Automated database migrations with Alembic

Frédéric Mangano-Tarumi fmang at
Fri Feb 7 00:51:28 UTC 2020

Hello everyone,

After discussing with Lukas about automation and database migrations, he
suggested I write a proposal. Here it is.

By the way, I’m a new contributor, and nothing has yet been decided on
who would implement this proposal if we do decide to follow it. Feedback
and contributions welcome!


We want to be able to deploy new versions of aurweb from Ansible without
requiring manual intervention for data migration.

Many all-in-one web frameworks provide tools for database migrations,
but aurweb being a multi-language project, we can’t afford to make a
switch to such a framework in the short term.
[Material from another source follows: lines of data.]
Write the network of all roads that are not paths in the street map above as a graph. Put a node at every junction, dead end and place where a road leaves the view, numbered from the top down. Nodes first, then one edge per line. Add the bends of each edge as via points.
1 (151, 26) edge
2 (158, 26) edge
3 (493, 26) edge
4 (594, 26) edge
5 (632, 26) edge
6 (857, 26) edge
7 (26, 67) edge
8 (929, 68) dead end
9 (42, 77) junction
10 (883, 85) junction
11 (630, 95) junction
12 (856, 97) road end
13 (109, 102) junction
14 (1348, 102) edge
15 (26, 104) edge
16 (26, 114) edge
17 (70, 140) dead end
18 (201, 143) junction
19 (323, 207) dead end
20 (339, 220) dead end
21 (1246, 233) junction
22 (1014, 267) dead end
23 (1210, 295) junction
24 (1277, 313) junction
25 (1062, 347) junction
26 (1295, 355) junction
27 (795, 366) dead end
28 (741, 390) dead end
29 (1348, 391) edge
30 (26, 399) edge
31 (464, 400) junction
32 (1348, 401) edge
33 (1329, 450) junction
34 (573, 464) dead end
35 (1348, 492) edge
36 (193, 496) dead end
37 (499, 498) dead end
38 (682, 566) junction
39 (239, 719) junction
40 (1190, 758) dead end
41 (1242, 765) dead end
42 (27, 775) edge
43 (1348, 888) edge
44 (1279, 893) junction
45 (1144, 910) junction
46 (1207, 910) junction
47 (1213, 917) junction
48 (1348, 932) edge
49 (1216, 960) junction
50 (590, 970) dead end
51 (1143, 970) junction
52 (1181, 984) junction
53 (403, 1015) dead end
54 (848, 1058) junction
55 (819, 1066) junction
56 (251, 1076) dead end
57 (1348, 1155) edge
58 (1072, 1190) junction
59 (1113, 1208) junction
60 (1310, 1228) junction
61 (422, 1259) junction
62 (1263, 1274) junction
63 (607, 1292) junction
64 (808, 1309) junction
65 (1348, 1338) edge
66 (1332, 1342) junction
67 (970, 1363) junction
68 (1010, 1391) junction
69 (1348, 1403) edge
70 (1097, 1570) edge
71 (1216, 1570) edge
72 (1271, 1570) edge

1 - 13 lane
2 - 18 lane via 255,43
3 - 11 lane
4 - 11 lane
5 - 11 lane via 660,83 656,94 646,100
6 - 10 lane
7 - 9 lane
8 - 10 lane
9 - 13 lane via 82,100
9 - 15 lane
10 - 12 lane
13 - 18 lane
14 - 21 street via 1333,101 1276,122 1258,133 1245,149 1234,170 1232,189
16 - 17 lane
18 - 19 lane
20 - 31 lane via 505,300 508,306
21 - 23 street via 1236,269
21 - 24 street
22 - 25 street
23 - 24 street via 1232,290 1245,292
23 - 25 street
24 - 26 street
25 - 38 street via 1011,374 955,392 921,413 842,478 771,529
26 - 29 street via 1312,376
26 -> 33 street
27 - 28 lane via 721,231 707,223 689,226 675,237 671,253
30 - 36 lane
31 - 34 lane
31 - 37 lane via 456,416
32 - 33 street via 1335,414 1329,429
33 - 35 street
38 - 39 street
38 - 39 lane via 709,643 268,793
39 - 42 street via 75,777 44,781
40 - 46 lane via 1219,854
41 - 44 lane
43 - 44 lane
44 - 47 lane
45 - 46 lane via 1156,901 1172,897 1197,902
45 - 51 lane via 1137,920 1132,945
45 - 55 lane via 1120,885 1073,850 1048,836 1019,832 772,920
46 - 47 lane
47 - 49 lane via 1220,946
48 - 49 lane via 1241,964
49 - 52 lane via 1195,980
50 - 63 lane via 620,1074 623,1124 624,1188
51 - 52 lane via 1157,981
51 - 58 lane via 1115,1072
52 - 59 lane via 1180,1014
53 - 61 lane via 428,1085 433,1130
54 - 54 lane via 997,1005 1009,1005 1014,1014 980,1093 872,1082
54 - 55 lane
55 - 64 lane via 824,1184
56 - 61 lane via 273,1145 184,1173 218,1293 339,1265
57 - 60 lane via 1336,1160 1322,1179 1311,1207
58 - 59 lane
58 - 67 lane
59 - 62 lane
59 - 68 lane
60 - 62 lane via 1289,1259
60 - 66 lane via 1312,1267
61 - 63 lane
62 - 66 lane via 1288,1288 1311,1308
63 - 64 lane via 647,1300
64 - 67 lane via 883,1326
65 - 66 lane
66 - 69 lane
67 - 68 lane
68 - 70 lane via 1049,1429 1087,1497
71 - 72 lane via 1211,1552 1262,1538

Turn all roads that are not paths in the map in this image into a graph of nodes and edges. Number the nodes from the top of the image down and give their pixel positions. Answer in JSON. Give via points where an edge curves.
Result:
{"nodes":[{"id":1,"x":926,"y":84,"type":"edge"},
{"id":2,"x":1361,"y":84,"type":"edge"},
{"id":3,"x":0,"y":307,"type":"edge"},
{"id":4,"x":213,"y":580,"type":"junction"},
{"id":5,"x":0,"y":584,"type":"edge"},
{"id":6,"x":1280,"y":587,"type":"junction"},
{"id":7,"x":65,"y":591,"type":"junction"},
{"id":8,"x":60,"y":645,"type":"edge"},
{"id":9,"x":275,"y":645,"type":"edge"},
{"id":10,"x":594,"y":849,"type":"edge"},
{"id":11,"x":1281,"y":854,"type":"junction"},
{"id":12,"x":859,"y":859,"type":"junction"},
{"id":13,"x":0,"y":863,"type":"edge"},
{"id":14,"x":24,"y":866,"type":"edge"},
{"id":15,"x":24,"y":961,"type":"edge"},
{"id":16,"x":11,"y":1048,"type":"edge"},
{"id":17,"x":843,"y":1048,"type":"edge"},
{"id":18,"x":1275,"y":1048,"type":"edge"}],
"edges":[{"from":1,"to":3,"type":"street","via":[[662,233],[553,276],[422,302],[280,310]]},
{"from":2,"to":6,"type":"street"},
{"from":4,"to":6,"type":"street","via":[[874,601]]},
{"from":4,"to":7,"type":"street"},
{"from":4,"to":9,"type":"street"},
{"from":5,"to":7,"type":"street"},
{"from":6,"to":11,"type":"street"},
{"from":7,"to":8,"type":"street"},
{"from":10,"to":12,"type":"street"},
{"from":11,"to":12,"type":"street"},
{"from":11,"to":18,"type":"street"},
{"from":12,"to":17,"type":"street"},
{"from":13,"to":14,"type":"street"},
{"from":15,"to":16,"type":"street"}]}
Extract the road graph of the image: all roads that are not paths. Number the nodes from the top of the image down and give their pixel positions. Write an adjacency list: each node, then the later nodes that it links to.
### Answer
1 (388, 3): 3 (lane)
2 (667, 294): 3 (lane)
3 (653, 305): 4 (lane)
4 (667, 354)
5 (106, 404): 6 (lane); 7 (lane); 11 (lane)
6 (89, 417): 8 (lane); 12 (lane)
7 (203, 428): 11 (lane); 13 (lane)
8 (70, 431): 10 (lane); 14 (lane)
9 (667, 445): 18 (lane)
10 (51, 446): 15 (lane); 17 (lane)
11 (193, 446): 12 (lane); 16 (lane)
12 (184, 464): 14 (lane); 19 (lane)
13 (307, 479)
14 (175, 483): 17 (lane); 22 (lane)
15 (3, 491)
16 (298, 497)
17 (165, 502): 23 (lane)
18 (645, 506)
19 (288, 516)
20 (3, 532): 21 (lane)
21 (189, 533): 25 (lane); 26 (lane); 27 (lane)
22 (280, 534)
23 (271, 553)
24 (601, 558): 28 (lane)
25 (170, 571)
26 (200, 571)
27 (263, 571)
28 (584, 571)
Proposed solution: Alembic

Disclaimer: I don’t have any practical experience with SQLAlchemy or
Alembic in production. I’m suggesting it entirely because it looks like
the best fit for our use case among the existing tools, but I could be
missing something.

Alembic[1] is a tool for managing database migrations. It is a sister
project of the Python database library SQLAlchemy. Both Alembic and
SQLAlchemy are flexible enough to collaborate with other database
connectors. I suggest we use SQLAlchemy only for the migrations and the
schema definition, without porting the existing Python and PHP codebase
for now.

The migrations scripts are written in Python and are intended to be used
with SQLAlchemy, but that’s not a requirement. Regardless, I do suggest
we migrate the whole schema to SQLAlchemy because (a) it takes care of
the SQLite/MySQL compatibility for us, (b) Alembic is able to
automatically generate migrations from SQLAlchemy schemas[2], and (c) we
did plan to do that eventually, didn’t we?

Alembic supports multi-database setups but don’t technically support
migrating other data files like INI configurations, though it is
something we might need to migrate in the future. We can still write
custom code in the migrations, but with the risk that the files may get
out of sync with their migration metadata in the database, which may
happen after manual interventions. I think it’s worth it.

To convert our current SQL schema, sqlacodegen[3] can generate the
SQLAlchemy code for us. Alembic can also create migrations to migrate
from zero to the full database, but I suggest we keep the SQLAlchemy
schema up-to-date in the code. Migrations would only run on existing
database, as described in the Alembic cookbook[4].


Alternative solutions

Flyway and Liquibase are two popular tools for database version control.
They’re both commercial with opensource editions, and written in Java.
While not bad in themselves, Alembic is a better match for us with its
licensing and its Python ecosystem.

We could roll our own migration tools, but it would certainly require
more effort than using an existing tool, and error handling is tricky
and may cause data damage if not done right.